[DATA SUPPLIED]

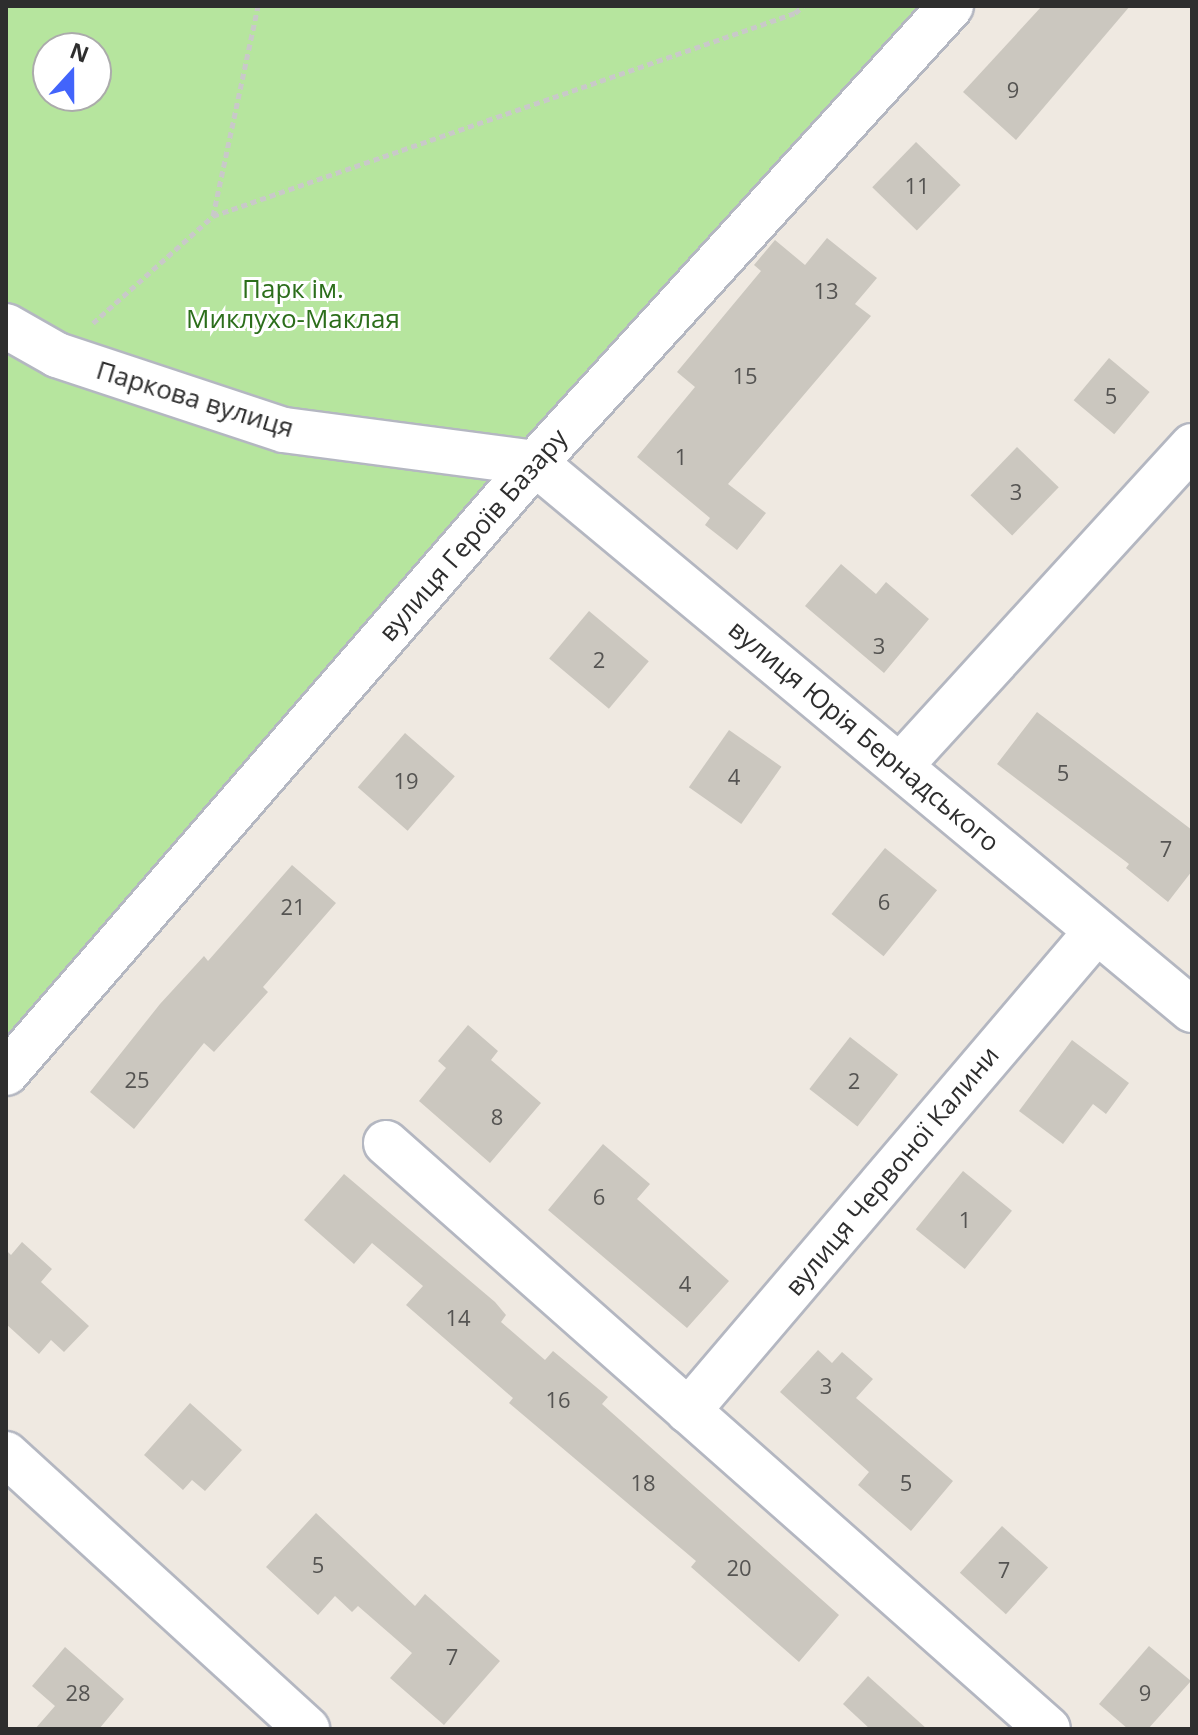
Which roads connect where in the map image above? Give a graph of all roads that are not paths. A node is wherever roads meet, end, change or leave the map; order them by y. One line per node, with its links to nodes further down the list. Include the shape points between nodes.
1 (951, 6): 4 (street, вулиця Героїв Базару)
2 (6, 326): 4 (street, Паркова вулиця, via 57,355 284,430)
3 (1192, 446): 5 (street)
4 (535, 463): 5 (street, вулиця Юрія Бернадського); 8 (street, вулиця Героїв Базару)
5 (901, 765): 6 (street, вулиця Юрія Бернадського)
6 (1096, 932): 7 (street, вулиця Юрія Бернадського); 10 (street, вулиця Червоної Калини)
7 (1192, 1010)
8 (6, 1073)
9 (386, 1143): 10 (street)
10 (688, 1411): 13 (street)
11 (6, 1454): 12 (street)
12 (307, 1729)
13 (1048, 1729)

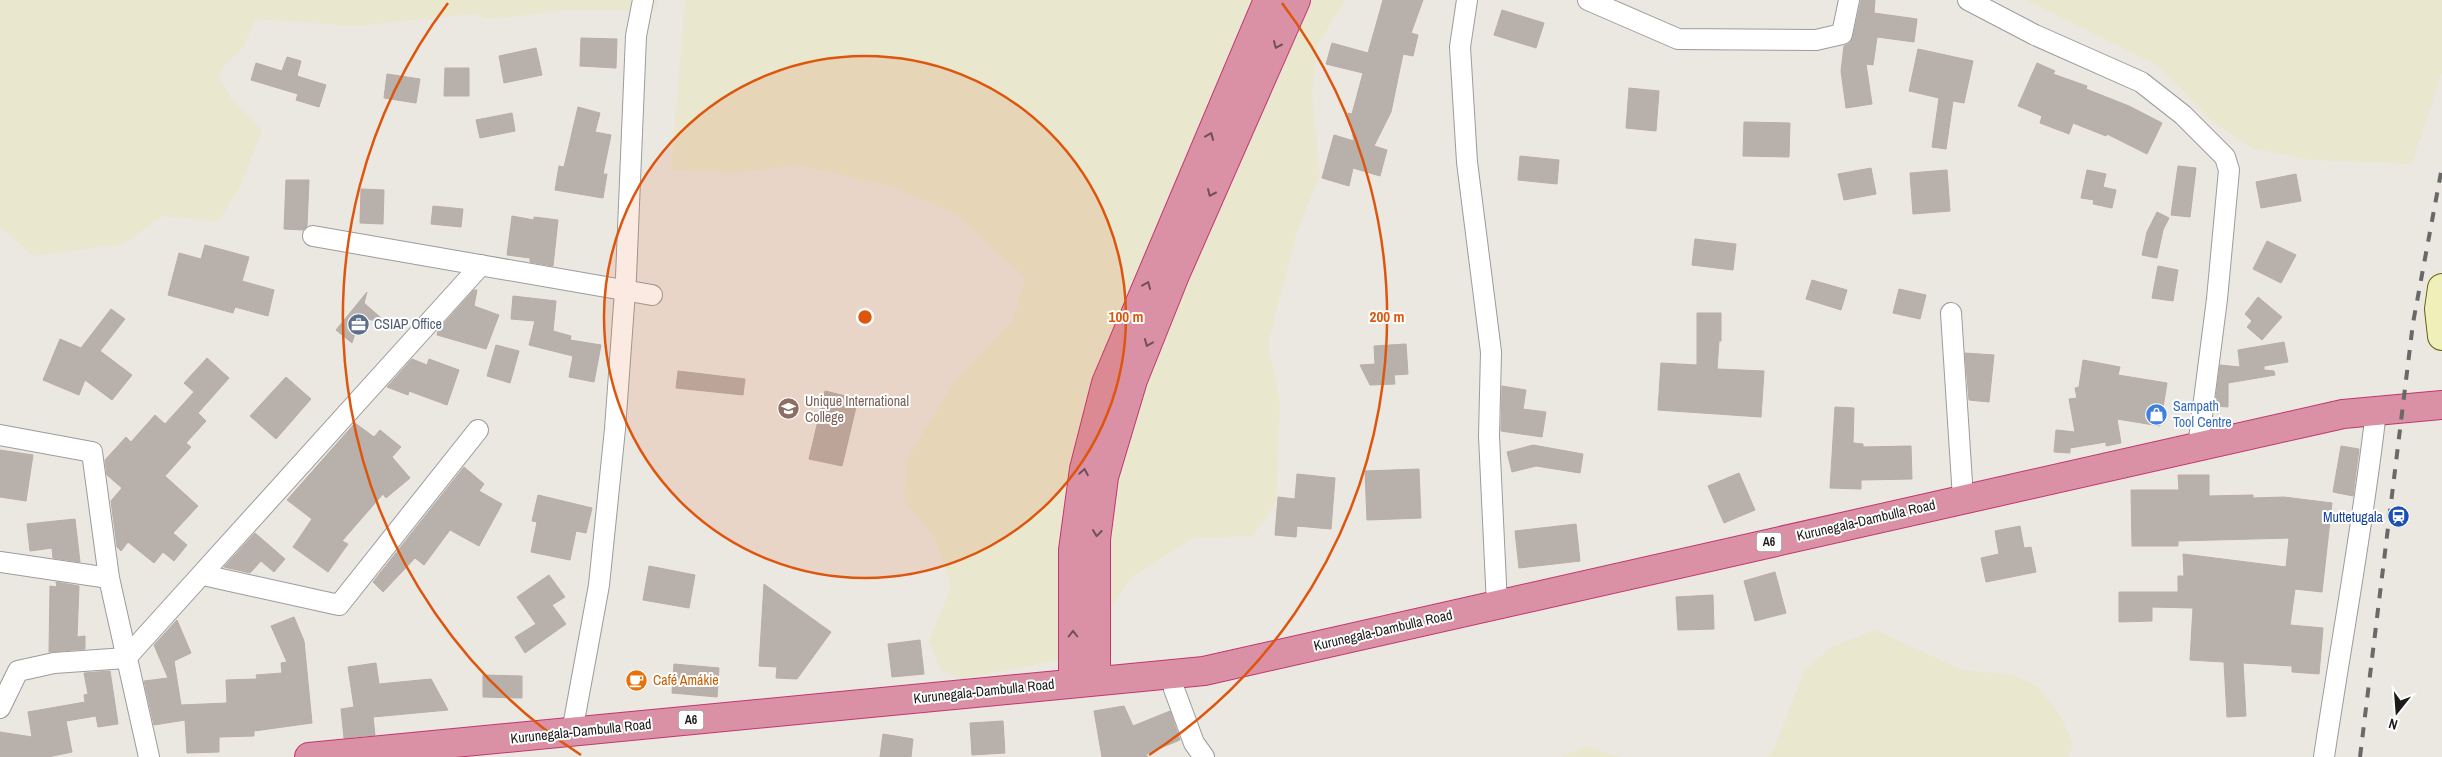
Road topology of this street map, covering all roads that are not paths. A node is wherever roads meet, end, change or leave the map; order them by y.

[/DATA SUPPLIED]

◆ REQUIRED WORK ◆
Write out the data once more exactly, omitting the pictures.

◆ WRITTEN REPLY ◆
Which roads connect where in the map image above? Give a graph of all roads that are not paths. A node is wherever roads meet, end, change or leave the map; order them by y. One line per node, with its links to nodes further down the list. Include the shape points between nodes.
1 (951, 6): 4 (street, вулиця Героїв Базару)
2 (6, 326): 4 (street, Паркова вулиця, via 57,355 284,430)
3 (1192, 446): 5 (street)
4 (535, 463): 5 (street, вулиця Юрія Бернадського); 8 (street, вулиця Героїв Базару)
5 (901, 765): 6 (street, вулиця Юрія Бернадського)
6 (1096, 932): 7 (street, вулиця Юрія Бернадського); 10 (street, вулиця Червоної Калини)
7 (1192, 1010)
8 (6, 1073)
9 (386, 1143): 10 (street)
10 (688, 1411): 13 (street)
11 (6, 1454): 12 (street)
12 (307, 1729)
13 (1048, 1729)

Road topology of this street map, covering all roads that are not paths. A node is wherever roads meet, end, change or leave the map; order them by y.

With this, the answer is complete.